Dataset items
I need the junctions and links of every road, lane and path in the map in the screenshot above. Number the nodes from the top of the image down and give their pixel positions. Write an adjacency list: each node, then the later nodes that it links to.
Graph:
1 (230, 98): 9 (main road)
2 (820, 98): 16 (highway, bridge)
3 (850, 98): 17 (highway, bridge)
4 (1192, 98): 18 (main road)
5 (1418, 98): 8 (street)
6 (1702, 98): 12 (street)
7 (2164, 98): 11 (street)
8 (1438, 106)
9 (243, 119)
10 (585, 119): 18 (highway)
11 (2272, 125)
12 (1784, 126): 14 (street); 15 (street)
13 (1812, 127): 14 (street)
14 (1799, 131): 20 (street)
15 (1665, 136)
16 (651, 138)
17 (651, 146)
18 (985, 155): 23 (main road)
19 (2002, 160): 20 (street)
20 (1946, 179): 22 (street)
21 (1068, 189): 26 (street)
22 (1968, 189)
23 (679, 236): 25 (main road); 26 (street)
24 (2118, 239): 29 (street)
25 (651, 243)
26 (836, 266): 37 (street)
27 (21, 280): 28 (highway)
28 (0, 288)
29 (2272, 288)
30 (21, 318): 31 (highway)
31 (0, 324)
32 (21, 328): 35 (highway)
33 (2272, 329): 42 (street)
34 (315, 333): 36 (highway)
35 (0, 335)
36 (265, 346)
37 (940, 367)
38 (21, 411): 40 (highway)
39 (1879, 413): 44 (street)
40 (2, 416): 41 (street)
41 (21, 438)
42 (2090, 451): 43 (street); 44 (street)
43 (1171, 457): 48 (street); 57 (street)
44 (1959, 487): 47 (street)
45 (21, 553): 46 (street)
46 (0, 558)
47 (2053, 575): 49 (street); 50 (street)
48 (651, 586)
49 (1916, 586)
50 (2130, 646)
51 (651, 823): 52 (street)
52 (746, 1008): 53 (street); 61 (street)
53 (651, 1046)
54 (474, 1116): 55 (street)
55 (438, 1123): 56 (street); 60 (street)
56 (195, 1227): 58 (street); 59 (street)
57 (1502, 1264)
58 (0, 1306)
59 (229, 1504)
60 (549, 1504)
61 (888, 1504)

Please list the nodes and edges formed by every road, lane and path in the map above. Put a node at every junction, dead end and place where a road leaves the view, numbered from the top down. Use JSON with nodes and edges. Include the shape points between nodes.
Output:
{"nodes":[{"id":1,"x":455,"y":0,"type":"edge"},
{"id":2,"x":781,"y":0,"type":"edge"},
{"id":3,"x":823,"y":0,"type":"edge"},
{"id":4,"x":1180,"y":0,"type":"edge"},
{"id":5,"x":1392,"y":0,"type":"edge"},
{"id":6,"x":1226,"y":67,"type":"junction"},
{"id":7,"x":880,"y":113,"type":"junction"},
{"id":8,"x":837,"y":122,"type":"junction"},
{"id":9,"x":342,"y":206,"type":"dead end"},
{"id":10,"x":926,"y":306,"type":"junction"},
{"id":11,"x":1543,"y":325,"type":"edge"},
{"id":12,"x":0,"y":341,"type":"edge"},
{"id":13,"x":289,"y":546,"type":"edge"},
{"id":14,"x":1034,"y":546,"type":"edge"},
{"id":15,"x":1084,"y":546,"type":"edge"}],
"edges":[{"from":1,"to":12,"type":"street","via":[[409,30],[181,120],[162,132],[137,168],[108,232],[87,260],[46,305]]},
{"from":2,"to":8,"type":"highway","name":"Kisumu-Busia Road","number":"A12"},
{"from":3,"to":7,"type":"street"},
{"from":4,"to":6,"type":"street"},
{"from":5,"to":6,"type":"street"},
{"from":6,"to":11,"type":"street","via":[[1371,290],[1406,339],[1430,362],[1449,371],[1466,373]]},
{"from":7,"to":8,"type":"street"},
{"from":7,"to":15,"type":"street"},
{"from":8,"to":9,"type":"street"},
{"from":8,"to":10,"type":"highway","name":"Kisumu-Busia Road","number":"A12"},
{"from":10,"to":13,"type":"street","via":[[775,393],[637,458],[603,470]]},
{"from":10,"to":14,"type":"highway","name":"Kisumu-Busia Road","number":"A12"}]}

## WHAT THIS TASK INVOLVES
Repeat, word for word, every line above.

## RESULT
I need the junctions and links of every road, lane and path in the map in the screenshot above. Number the nodes from the top of the image down and give their pixel positions. Write an adjacency list: each node, then the later nodes that it links to.
Graph:
1 (230, 98): 9 (main road)
2 (820, 98): 16 (highway, bridge)
3 (850, 98): 17 (highway, bridge)
4 (1192, 98): 18 (main road)
5 (1418, 98): 8 (street)
6 (1702, 98): 12 (street)
7 (2164, 98): 11 (street)
8 (1438, 106)
9 (243, 119)
10 (585, 119): 18 (highway)
11 (2272, 125)
12 (1784, 126): 14 (street); 15 (street)
13 (1812, 127): 14 (street)
14 (1799, 131): 20 (street)
15 (1665, 136)
16 (651, 138)
17 (651, 146)
18 (985, 155): 23 (main road)
19 (2002, 160): 20 (street)
20 (1946, 179): 22 (street)
21 (1068, 189): 26 (street)
22 (1968, 189)
23 (679, 236): 25 (main road); 26 (street)
24 (2118, 239): 29 (street)
25 (651, 243)
26 (836, 266): 37 (street)
27 (21, 280): 28 (highway)
28 (0, 288)
29 (2272, 288)
30 (21, 318): 31 (highway)
31 (0, 324)
32 (21, 328): 35 (highway)
33 (2272, 329): 42 (street)
34 (315, 333): 36 (highway)
35 (0, 335)
36 (265, 346)
37 (940, 367)
38 (21, 411): 40 (highway)
39 (1879, 413): 44 (street)
40 (2, 416): 41 (street)
41 (21, 438)
42 (2090, 451): 43 (street); 44 (street)
43 (1171, 457): 48 (street); 57 (street)
44 (1959, 487): 47 (street)
45 (21, 553): 46 (street)
46 (0, 558)
47 (2053, 575): 49 (street); 50 (street)
48 (651, 586)
49 (1916, 586)
50 (2130, 646)
51 (651, 823): 52 (street)
52 (746, 1008): 53 (street); 61 (street)
53 (651, 1046)
54 (474, 1116): 55 (street)
55 (438, 1123): 56 (street); 60 (street)
56 (195, 1227): 58 (street); 59 (street)
57 (1502, 1264)
58 (0, 1306)
59 (229, 1504)
60 (549, 1504)
61 (888, 1504)

Please list the nodes and edges formed by every road, lane and path in the map above. Put a node at every junction, dead end and place where a road leaves the view, numbered from the top down. Use JSON with nodes and edges. Include the shape points between nodes.
Output:
{"nodes":[{"id":1,"x":455,"y":0,"type":"edge"},
{"id":2,"x":781,"y":0,"type":"edge"},
{"id":3,"x":823,"y":0,"type":"edge"},
{"id":4,"x":1180,"y":0,"type":"edge"},
{"id":5,"x":1392,"y":0,"type":"edge"},
{"id":6,"x":1226,"y":67,"type":"junction"},
{"id":7,"x":880,"y":113,"type":"junction"},
{"id":8,"x":837,"y":122,"type":"junction"},
{"id":9,"x":342,"y":206,"type":"dead end"},
{"id":10,"x":926,"y":306,"type":"junction"},
{"id":11,"x":1543,"y":325,"type":"edge"},
{"id":12,"x":0,"y":341,"type":"edge"},
{"id":13,"x":289,"y":546,"type":"edge"},
{"id":14,"x":1034,"y":546,"type":"edge"},
{"id":15,"x":1084,"y":546,"type":"edge"}],
"edges":[{"from":1,"to":12,"type":"street","via":[[409,30],[181,120],[162,132],[137,168],[108,232],[87,260],[46,305]]},
{"from":2,"to":8,"type":"highway","name":"Kisumu-Busia Road","number":"A12"},
{"from":3,"to":7,"type":"street"},
{"from":4,"to":6,"type":"street"},
{"from":5,"to":6,"type":"street"},
{"from":6,"to":11,"type":"street","via":[[1371,290],[1406,339],[1430,362],[1449,371],[1466,373]]},
{"from":7,"to":8,"type":"street"},
{"from":7,"to":15,"type":"street"},
{"from":8,"to":9,"type":"street"},
{"from":8,"to":10,"type":"highway","name":"Kisumu-Busia Road","number":"A12"},
{"from":10,"to":13,"type":"street","via":[[775,393],[637,458],[603,470]]},
{"from":10,"to":14,"type":"highway","name":"Kisumu-Busia Road","number":"A12"}]}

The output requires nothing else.